### Collected data entries
- - - - -

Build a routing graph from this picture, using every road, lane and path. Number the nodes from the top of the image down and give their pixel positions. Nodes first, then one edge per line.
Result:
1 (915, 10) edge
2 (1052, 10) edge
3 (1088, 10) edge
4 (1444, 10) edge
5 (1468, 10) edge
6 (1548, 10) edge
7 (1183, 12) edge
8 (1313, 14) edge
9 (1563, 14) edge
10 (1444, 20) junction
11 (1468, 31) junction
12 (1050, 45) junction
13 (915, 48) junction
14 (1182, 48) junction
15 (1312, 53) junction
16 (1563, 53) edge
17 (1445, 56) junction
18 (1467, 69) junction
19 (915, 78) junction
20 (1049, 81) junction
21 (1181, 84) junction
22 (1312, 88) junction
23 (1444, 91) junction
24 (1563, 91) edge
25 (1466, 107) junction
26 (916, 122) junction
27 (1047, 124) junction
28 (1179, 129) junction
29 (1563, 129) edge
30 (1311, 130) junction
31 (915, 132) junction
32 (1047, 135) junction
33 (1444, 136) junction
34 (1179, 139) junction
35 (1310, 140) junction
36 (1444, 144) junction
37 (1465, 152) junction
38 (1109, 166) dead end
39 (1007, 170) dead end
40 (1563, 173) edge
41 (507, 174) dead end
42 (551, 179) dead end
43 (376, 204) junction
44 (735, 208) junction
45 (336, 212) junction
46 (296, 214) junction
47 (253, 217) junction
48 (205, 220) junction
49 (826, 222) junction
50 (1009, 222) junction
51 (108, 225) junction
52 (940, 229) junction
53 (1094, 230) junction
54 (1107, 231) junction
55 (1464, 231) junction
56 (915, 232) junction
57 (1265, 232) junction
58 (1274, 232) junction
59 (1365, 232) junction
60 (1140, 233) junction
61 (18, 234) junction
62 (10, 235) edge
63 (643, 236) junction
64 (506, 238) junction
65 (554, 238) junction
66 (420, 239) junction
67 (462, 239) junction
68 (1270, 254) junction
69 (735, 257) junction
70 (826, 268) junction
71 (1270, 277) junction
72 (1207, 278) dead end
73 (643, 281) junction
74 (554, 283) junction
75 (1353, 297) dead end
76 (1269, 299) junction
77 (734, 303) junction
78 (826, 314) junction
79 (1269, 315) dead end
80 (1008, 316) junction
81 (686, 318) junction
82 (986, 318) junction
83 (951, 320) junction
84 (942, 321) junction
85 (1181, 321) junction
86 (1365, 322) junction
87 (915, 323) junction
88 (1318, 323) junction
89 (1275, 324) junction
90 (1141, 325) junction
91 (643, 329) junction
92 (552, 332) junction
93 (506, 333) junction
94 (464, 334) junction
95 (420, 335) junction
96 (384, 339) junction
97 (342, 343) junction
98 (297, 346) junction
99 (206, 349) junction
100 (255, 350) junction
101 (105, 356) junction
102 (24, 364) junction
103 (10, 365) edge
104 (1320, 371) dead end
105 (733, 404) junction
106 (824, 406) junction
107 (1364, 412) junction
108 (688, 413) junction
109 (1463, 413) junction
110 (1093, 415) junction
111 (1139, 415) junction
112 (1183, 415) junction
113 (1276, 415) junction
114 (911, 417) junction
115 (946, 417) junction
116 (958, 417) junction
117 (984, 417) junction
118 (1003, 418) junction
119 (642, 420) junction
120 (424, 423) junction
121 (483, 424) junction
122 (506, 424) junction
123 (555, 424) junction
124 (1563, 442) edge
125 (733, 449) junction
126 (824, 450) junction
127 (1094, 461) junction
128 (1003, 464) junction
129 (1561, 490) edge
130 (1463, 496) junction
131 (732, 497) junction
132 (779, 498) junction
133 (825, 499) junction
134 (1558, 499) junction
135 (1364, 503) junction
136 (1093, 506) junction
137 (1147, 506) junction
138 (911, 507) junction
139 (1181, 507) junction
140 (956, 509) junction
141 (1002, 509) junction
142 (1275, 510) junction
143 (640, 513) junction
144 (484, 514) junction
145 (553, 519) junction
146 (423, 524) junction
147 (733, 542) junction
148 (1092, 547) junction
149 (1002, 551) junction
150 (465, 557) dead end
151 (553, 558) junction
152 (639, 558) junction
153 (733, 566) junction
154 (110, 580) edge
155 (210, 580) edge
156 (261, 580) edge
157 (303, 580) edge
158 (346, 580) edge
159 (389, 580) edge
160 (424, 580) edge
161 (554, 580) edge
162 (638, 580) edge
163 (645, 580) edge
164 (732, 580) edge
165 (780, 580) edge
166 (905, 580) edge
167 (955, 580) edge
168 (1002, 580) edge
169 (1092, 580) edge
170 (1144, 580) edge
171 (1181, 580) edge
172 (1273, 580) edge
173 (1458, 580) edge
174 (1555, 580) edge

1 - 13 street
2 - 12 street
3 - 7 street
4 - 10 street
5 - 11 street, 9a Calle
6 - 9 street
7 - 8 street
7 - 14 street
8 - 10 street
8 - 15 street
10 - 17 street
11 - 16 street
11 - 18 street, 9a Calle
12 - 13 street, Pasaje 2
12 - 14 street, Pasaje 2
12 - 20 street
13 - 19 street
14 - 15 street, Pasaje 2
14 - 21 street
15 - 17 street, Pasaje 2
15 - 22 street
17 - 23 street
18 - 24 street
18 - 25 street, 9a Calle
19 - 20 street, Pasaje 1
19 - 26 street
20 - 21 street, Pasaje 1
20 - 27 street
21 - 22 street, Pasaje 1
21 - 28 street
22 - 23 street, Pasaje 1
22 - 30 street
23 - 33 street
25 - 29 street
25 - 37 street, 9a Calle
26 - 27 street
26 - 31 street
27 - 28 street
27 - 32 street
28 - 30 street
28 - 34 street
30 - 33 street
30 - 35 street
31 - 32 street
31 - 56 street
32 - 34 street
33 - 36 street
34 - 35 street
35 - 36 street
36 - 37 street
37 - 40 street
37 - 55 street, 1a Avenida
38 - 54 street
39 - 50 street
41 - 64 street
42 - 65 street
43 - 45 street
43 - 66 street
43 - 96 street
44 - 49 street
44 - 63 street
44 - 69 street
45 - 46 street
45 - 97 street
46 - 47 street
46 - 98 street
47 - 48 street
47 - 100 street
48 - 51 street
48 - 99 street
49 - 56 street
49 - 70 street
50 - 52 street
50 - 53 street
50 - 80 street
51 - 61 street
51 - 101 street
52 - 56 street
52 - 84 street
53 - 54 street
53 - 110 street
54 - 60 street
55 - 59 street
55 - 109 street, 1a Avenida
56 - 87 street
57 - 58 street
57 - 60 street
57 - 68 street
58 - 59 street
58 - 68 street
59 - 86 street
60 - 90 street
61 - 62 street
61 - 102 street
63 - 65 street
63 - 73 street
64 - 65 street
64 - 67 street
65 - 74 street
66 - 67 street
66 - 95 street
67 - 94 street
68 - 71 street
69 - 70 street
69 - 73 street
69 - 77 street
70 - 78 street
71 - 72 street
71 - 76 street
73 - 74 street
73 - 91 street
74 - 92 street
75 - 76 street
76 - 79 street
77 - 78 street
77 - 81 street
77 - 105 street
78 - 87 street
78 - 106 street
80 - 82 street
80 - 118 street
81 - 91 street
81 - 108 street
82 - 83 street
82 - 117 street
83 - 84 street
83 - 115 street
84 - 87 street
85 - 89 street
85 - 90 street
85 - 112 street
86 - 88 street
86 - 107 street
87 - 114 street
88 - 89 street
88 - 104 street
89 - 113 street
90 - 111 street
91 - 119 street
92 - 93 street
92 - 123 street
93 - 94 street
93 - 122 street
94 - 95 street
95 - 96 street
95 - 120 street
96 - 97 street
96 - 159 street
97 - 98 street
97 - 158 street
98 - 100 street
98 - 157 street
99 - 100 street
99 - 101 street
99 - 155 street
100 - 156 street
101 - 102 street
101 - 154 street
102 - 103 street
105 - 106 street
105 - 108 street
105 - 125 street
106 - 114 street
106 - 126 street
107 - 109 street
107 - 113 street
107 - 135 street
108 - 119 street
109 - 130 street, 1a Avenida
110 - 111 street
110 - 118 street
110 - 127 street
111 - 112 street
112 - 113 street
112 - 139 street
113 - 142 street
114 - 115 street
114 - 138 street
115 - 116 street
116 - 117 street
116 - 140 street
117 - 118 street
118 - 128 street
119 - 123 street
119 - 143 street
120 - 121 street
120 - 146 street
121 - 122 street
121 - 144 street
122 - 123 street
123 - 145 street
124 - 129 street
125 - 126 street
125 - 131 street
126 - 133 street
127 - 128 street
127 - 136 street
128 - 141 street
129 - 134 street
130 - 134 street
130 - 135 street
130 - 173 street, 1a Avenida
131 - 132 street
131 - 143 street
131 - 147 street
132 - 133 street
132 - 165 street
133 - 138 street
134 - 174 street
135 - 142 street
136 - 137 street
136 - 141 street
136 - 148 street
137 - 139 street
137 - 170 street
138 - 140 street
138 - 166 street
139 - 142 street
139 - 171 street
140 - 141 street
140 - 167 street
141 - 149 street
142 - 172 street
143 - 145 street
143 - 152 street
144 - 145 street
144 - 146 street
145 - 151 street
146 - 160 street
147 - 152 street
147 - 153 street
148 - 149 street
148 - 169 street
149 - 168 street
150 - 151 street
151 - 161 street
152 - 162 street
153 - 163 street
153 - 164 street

- - - - -

### HOW TO COMPLETE THIS TASK
Copy all lines from the entries that contain the word "dead".

### ANSWER SECTION
38 (1109, 166) dead end
39 (1007, 170) dead end
41 (507, 174) dead end
42 (551, 179) dead end
72 (1207, 278) dead end
75 (1353, 297) dead end
79 (1269, 315) dead end
104 (1320, 371) dead end
150 (465, 557) dead end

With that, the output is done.